◆ Your objective
Which lines of the records contain the word "Keane"? Copy each one.
• • • • •
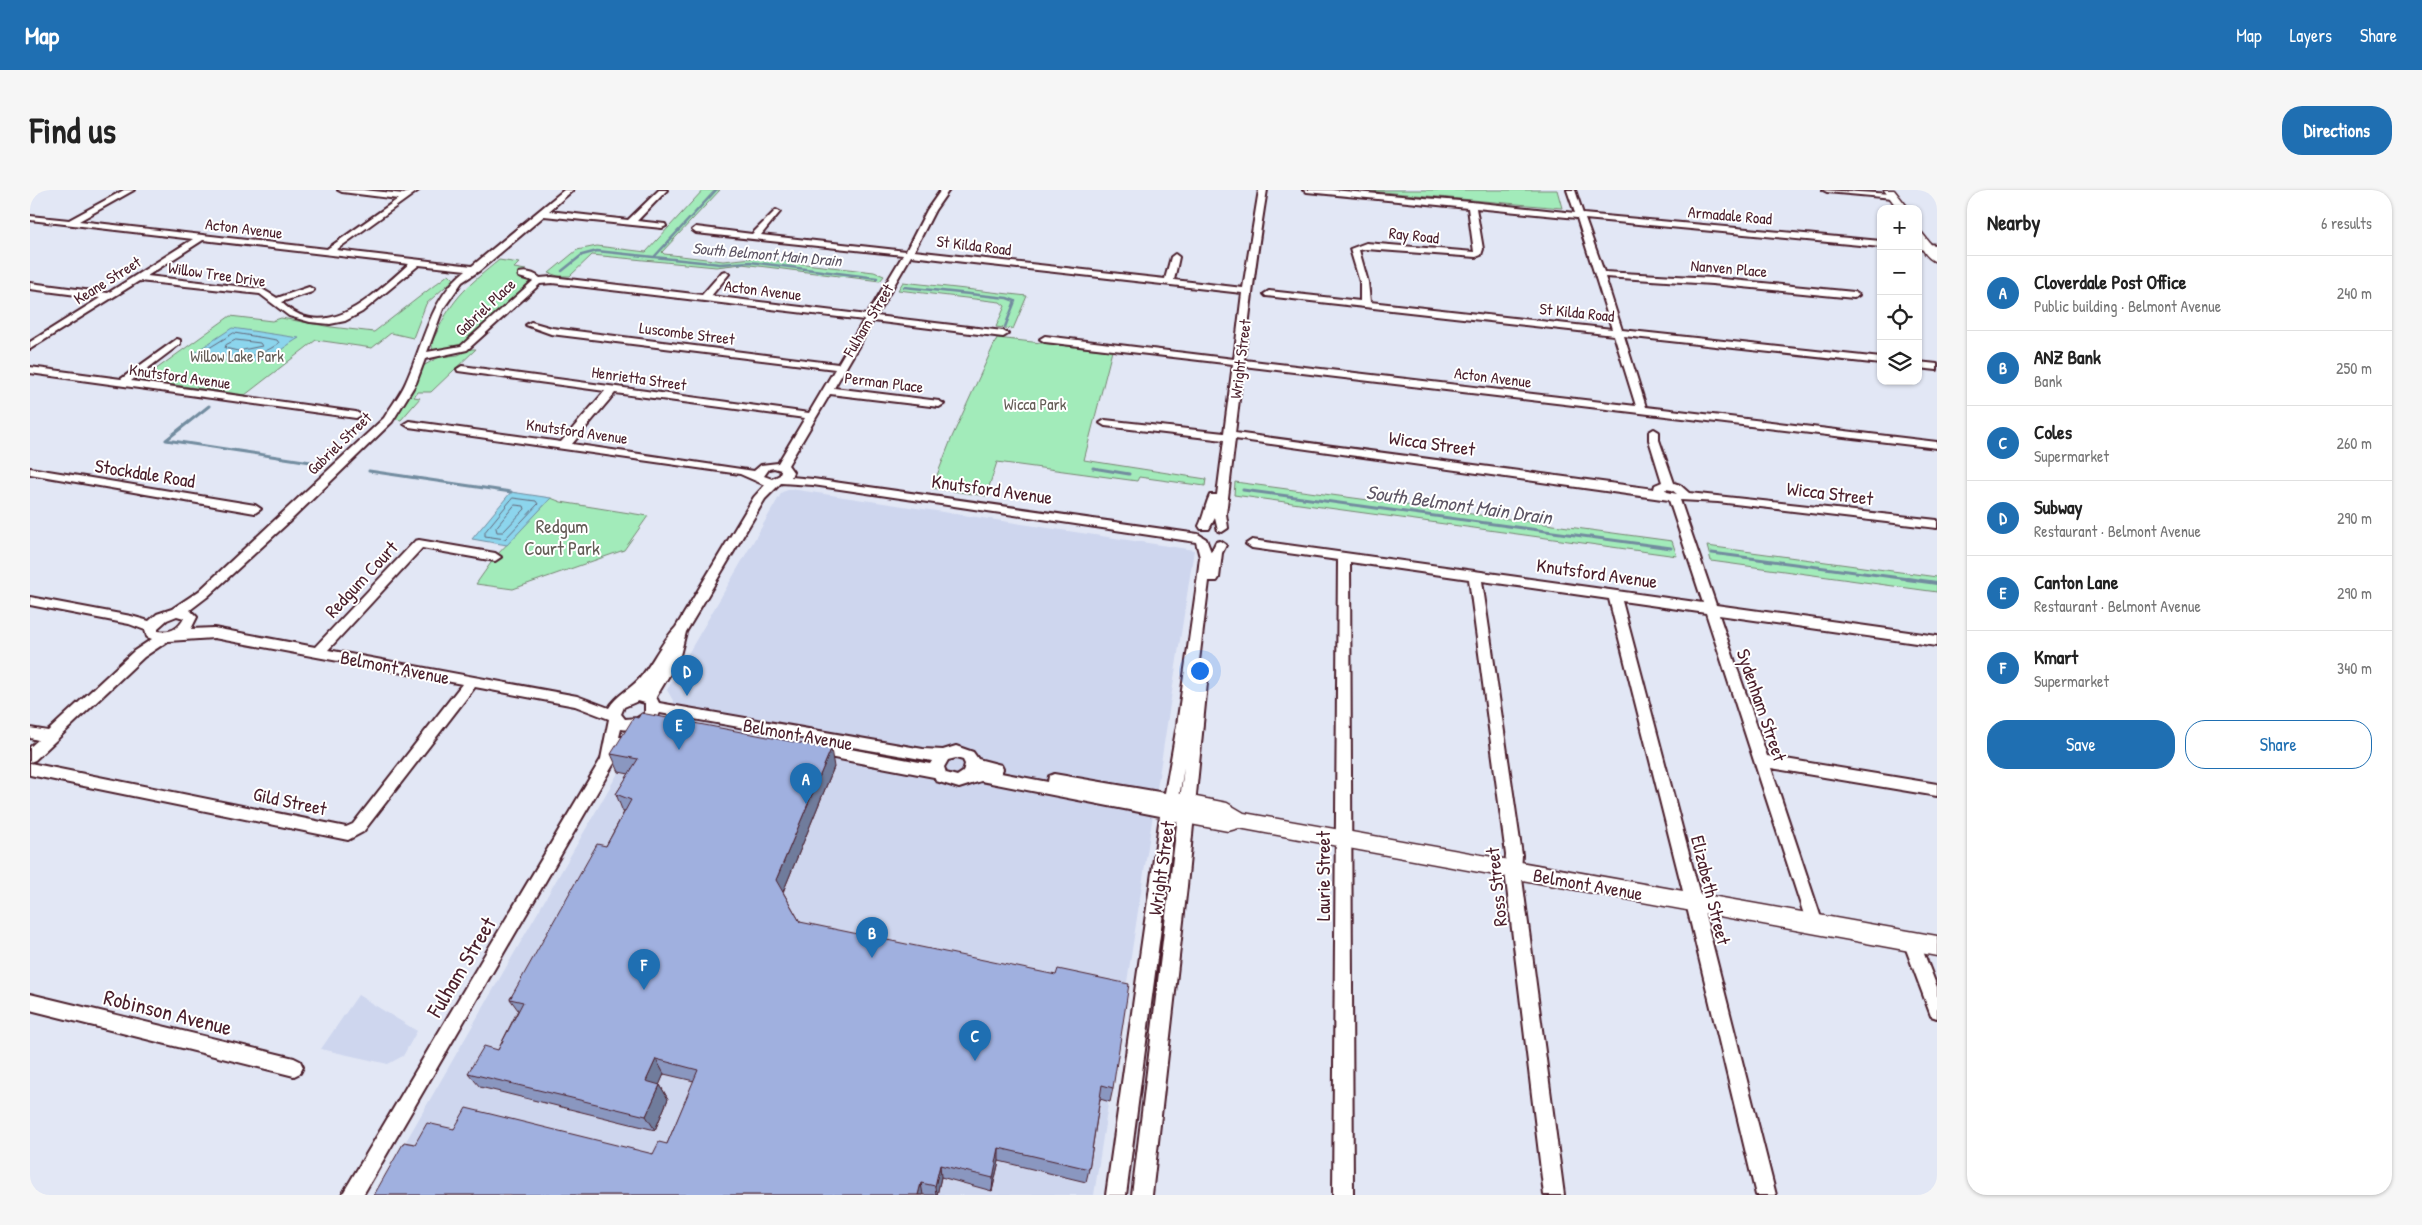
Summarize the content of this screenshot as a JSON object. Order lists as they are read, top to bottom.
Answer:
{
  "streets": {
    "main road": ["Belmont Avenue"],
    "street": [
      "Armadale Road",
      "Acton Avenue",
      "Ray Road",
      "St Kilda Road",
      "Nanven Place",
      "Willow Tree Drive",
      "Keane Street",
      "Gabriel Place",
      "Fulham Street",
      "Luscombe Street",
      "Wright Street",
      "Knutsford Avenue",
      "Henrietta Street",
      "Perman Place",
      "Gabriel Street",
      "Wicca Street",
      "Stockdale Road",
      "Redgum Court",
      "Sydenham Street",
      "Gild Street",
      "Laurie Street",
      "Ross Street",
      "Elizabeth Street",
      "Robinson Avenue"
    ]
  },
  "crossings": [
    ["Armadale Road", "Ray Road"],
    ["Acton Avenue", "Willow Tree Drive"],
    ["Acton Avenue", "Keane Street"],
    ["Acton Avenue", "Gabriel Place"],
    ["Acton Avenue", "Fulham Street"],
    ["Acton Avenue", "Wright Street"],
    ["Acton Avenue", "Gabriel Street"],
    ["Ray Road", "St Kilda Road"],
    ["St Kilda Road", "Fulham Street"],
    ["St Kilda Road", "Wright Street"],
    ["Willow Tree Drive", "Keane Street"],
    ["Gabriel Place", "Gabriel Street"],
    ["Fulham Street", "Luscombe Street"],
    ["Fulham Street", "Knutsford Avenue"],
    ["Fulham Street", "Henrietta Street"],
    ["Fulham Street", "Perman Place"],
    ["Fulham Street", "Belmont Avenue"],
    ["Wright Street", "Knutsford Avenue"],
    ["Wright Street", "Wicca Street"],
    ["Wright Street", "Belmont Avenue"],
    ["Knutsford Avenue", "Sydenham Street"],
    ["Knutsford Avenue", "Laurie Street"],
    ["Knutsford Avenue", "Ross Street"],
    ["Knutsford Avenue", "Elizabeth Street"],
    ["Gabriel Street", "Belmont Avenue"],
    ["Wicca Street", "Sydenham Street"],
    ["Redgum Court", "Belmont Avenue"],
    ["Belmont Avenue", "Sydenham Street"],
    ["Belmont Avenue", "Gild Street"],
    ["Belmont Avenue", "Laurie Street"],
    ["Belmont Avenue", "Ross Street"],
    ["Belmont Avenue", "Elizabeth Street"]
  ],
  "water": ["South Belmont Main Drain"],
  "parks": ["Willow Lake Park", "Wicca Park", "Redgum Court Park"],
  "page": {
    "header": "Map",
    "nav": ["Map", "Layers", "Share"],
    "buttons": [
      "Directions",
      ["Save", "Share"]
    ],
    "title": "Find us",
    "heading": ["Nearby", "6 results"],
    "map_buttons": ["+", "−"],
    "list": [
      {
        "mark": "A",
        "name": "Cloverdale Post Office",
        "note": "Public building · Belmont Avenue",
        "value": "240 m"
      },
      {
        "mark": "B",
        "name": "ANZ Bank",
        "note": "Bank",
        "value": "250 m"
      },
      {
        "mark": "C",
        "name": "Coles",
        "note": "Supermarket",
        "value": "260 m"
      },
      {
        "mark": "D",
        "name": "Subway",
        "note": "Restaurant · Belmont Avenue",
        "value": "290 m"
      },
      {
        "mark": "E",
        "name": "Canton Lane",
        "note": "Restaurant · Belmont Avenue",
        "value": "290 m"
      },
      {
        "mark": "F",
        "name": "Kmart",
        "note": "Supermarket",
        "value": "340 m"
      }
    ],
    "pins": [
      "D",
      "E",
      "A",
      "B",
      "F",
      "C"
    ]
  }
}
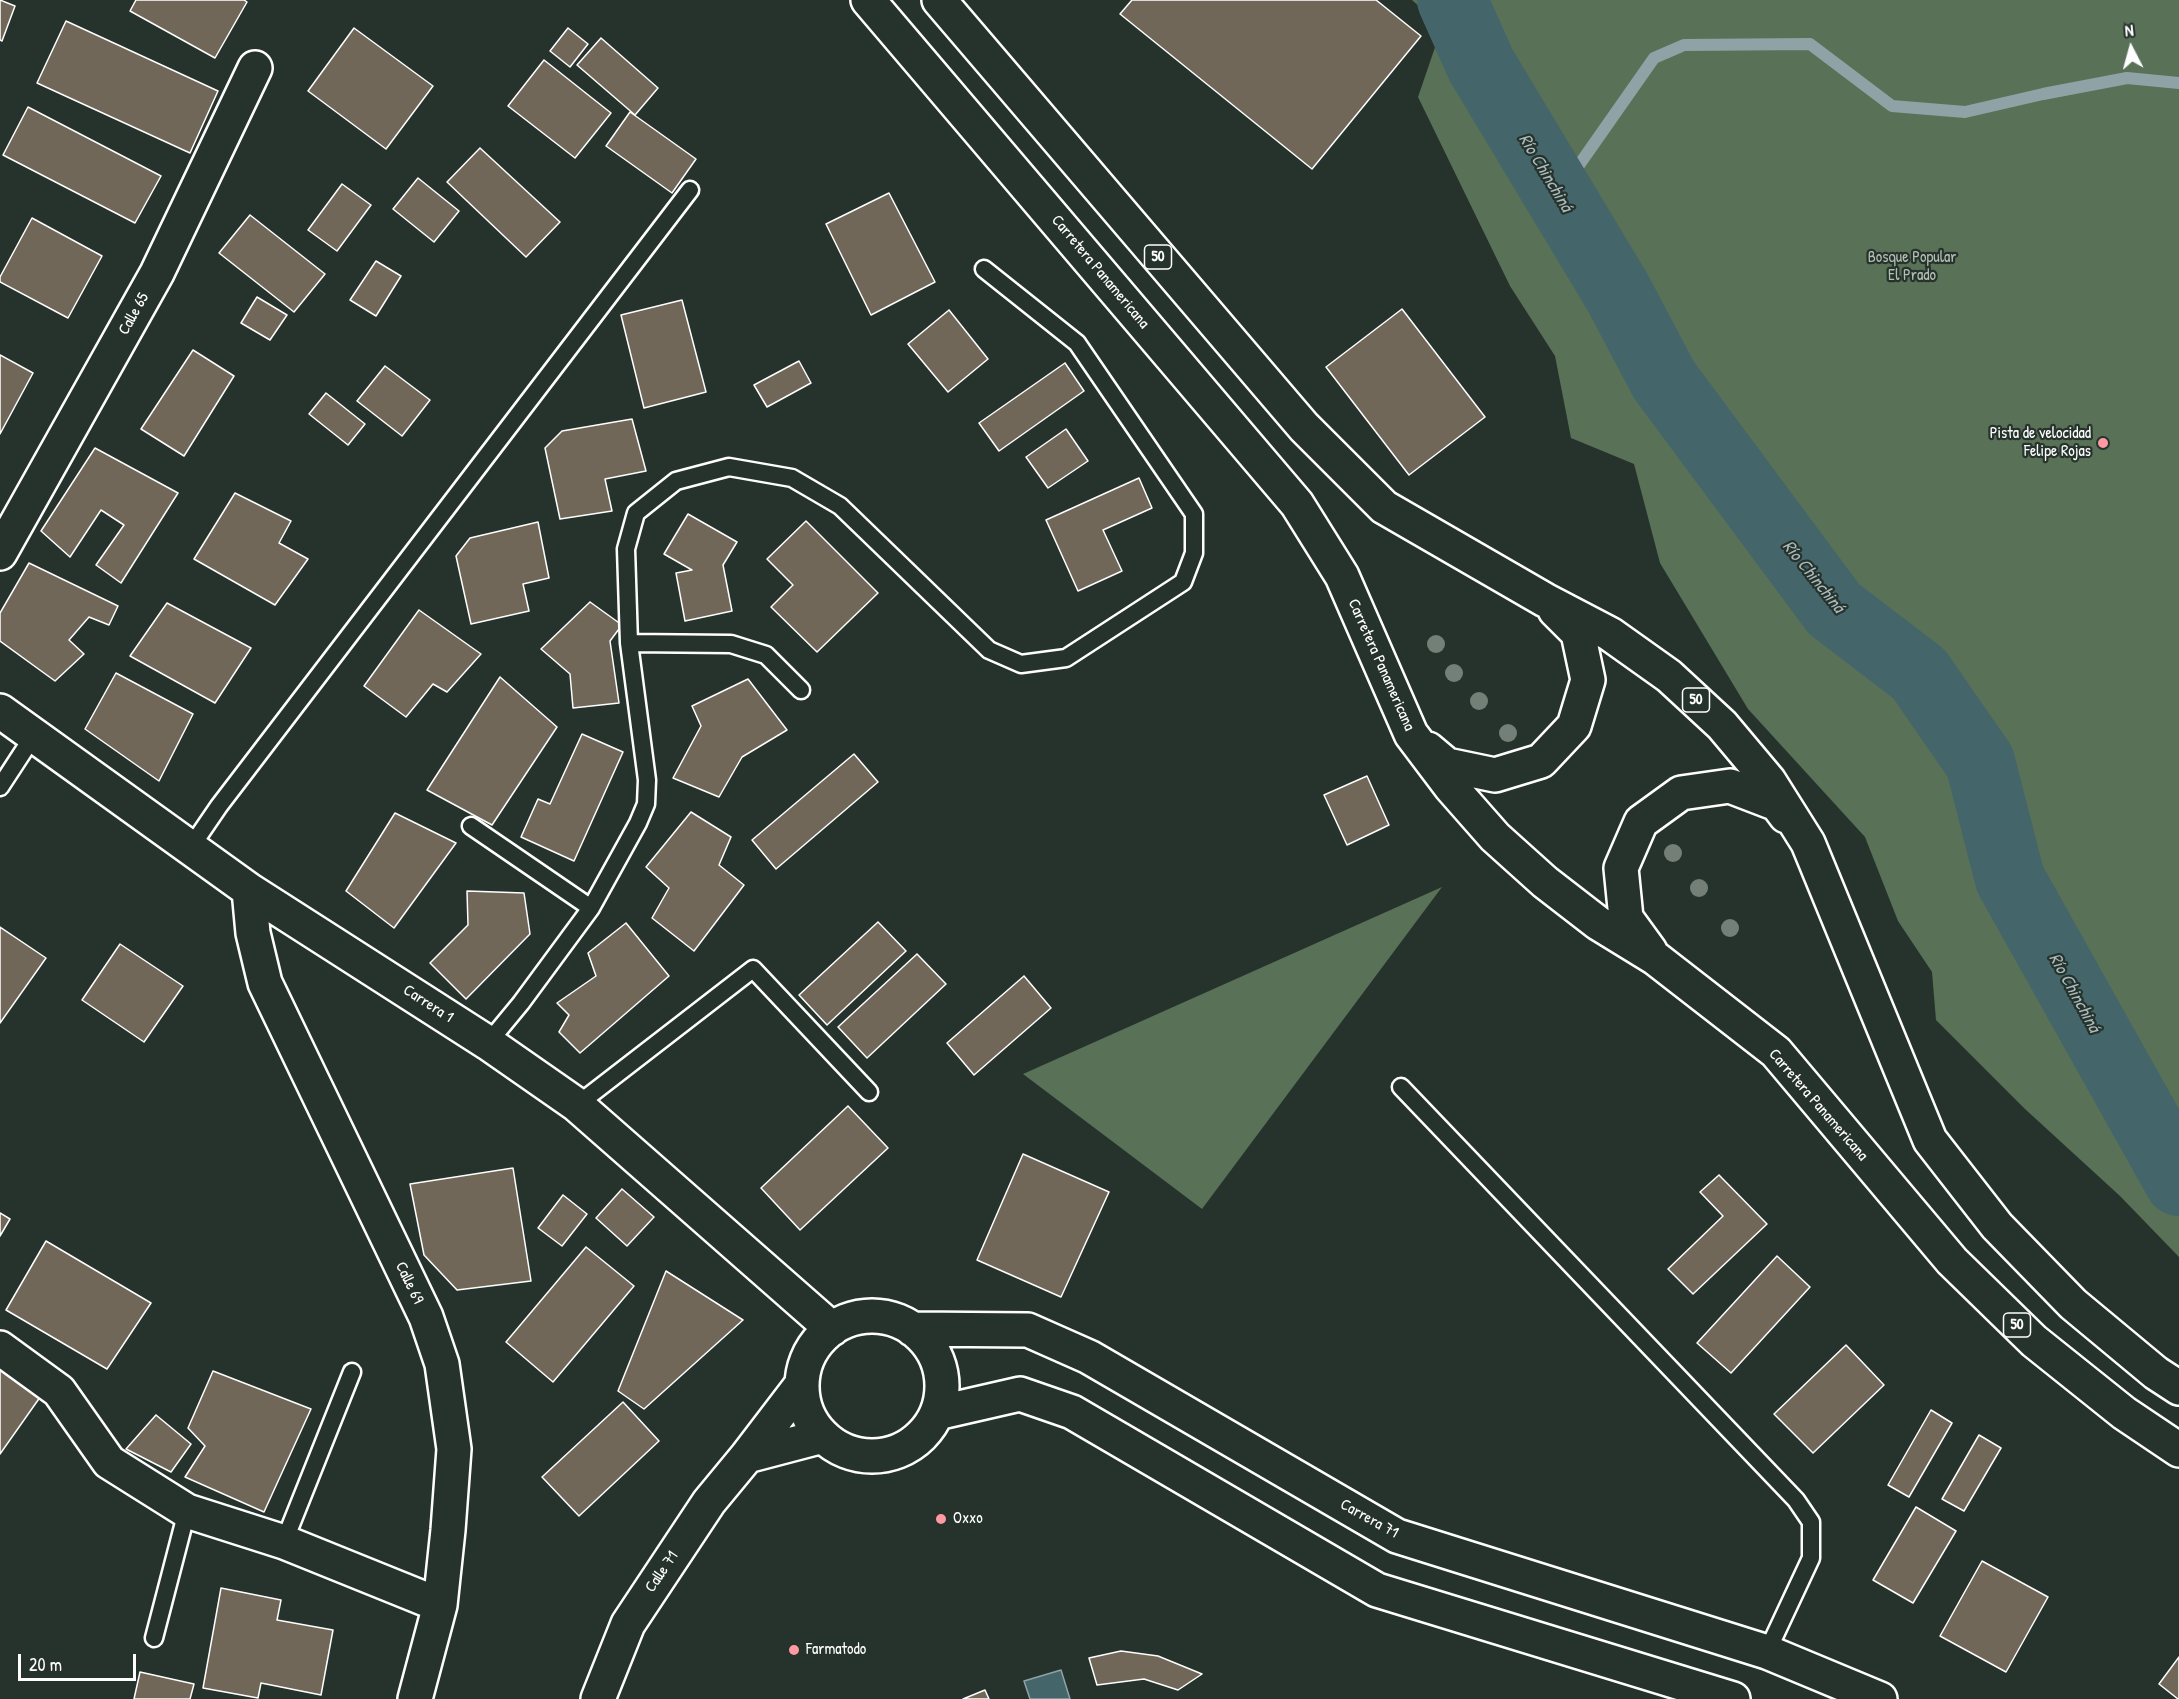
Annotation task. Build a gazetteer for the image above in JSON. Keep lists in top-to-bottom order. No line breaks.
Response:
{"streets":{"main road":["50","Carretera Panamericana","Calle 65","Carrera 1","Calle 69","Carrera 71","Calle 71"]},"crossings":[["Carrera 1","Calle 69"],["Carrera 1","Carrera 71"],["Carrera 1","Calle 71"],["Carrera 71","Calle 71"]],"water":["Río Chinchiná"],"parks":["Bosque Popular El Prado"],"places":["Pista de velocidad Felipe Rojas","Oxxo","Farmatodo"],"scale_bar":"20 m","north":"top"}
• • • • •
◆ Exercise output
      "Keane Street",
    ["Acton Avenue", "Keane Street"],
    ["Willow Tree Drive", "Keane Street"],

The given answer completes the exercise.